In general, Martin Lewis and his website Money Saving Expert can be relied on for accurate advice, but there are times when he gets things wrong, and one of those times was April 2020, when he posted on Twitter that children's savings don't count towards the £16,000 maximum capital threshold for Universal Credit, "if in a Junior ISA or under £3k in other kids savings".

He's right about the Junior ISA, but he's wrong about the £3k. Unfortunately, his inaccurate statement has been quoted multiple times all over the internet.
It's not completely clear where he got the £3000 figure from, because it doesn't appear in the Universal Credit legislation or in the Advice for decision making (ADM) staff guide. The ADM does, however, give a very neat example of when money in a savings account should not be counted towards a claimant's capital limit, in Chapter H, section H1090:
If the legal owners
1. do not use their own money to get capital and
2. the money which has been used belongs to
2.1 a child or young person or
2.2 some other people and they say
2.2.a it is their capital and
2.2.b who the capital is to be used for
the legal owners are not the beneficial owners of the capital because they are holding it on trust.
Legal and beneficial ownership isn't something the DWP invented but a concept in law more broadly. The legal owner is essentially the person whose name is on the bank account, and usually they're also the beneficial owner. Because children can't normally have bank accounts in the sole name, their money is typically kept in a bank account which is legally owned by a parent until the child is old enough to sign their own contract with a bank. The money in that child's bank account is therefore legally owned by the parent, but the beneficial ownership - the right to make use of the value of the money - belongs to the child.
Who owns a child's savings?
H1099 is explaining that in a situation where a parent is named on a child's bank account, if the money that has been paid into the bank account came from somewhere other than the parent's own income or savings (e.g. gifts from other family members, or earnings from the child's work), then it is not beneficially owned by the parent, even though they are the legal owner.
The £16,000 capital limit applies to savings, investments, lump sums, real property (i.e. land or buildings) or other similar things which are beneficially owned by the claimant. So money that's in the claimant's bank account but held on trust for someone else is not the claimant's capital, but money that is in someone else's bank account and held on trust for the claimant is.
Can parents claiming Universal Credit give their children gifts of money?

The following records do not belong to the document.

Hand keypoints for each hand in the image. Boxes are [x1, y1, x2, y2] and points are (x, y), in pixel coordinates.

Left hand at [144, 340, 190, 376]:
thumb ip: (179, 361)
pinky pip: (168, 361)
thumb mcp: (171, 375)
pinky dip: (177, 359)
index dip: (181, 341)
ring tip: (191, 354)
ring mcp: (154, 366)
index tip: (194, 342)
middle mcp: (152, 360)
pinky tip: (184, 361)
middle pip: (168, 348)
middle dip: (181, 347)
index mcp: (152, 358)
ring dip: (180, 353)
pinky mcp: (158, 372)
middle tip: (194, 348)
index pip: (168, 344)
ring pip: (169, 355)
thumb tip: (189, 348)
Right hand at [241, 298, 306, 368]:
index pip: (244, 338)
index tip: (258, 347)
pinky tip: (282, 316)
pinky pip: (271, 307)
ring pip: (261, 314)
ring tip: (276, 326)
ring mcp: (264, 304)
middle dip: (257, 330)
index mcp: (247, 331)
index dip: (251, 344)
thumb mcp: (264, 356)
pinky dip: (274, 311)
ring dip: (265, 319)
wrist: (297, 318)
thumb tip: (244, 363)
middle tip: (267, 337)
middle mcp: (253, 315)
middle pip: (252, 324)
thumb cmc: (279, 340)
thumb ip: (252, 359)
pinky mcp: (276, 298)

If it looks as though a claimant has given money away to someone else specifically to avoid hitting the £16,000 threshold, or to prevent deductions from their Universal Credit because their capital is over £6,000, then the DWP will apply the concept of notional capital, and treat the claimant as though they still had the money.
Putting a child's savings into a JISA is the most straightforward way of proving that it doesn't belong to you, the claimant, because once money has been paid into the JISA, only the child (when they turn 18) is able to access that money. It's very clearly held on trust for the child. It isn't the only way to prove that capital is held on trust though; any savings account specifically for a young child is opened on the basis that the money in the account is in trust for that child. Some of the factors that will provide evidence in favour of the money being the child's, and not the adult claimant's, capital include:
- The money came from someone other than the parent, e.g. grandparents
- Money has only ever been removed from the account for the child's use
- Everyone involved (parent, child, and bank) views the money as belonging to the child
Factors that might be used by the DWP to argue that the capital does actually belong to the claimant could include:
- Payments into the account came from the parent's capital or income
- Money has been "borrowed" from the account by the claimant
- The claimant has used the account for spending they would typically be responsible for
These factors don't necessarily mean that the capital will be found to belong to the claimant - in a legal case in 2015, a claimant borrowing from her daughters' accounts to pay off rent arrears didn't convert the contents of that account into the claimant's capital; it was still seen as being held on trust for the daughters.
How can you avoid having children's savings counted as capital?
Without the clear-cut certainty of putting money into a JISA, it can come down to an argument between the claimant and the decision maker as to who owns the capital, but it is not the case that if the balance is below £3,000 then it's always seen as the child's, or that more than £3,000 will always be seen as the claimant's. Unfortunately, if the decision maker feels that the evidence supports classing the capital as belonging to the claimant, then the only way to counter that would be to appeal and take the question to court.
It's helpful when trying to prove something in court to have written evidence of what you're claiming. This doesn't have to be a legal document - even something like a text message from a family member asking a parent to pay a monetary gift into the child's account or a cheque written in the child's name and sent in a birthday card might be good enough proof. The clearer you can make it that the money belongs and has always belonged to the child, the less likely you'll have to argue that point in court! So from a practical perspective, Martin Lewis may be right in some respects: put money in a JISA as a first choice, and a child's savings account as a second choice. For any other arrangement, be ready to prove it.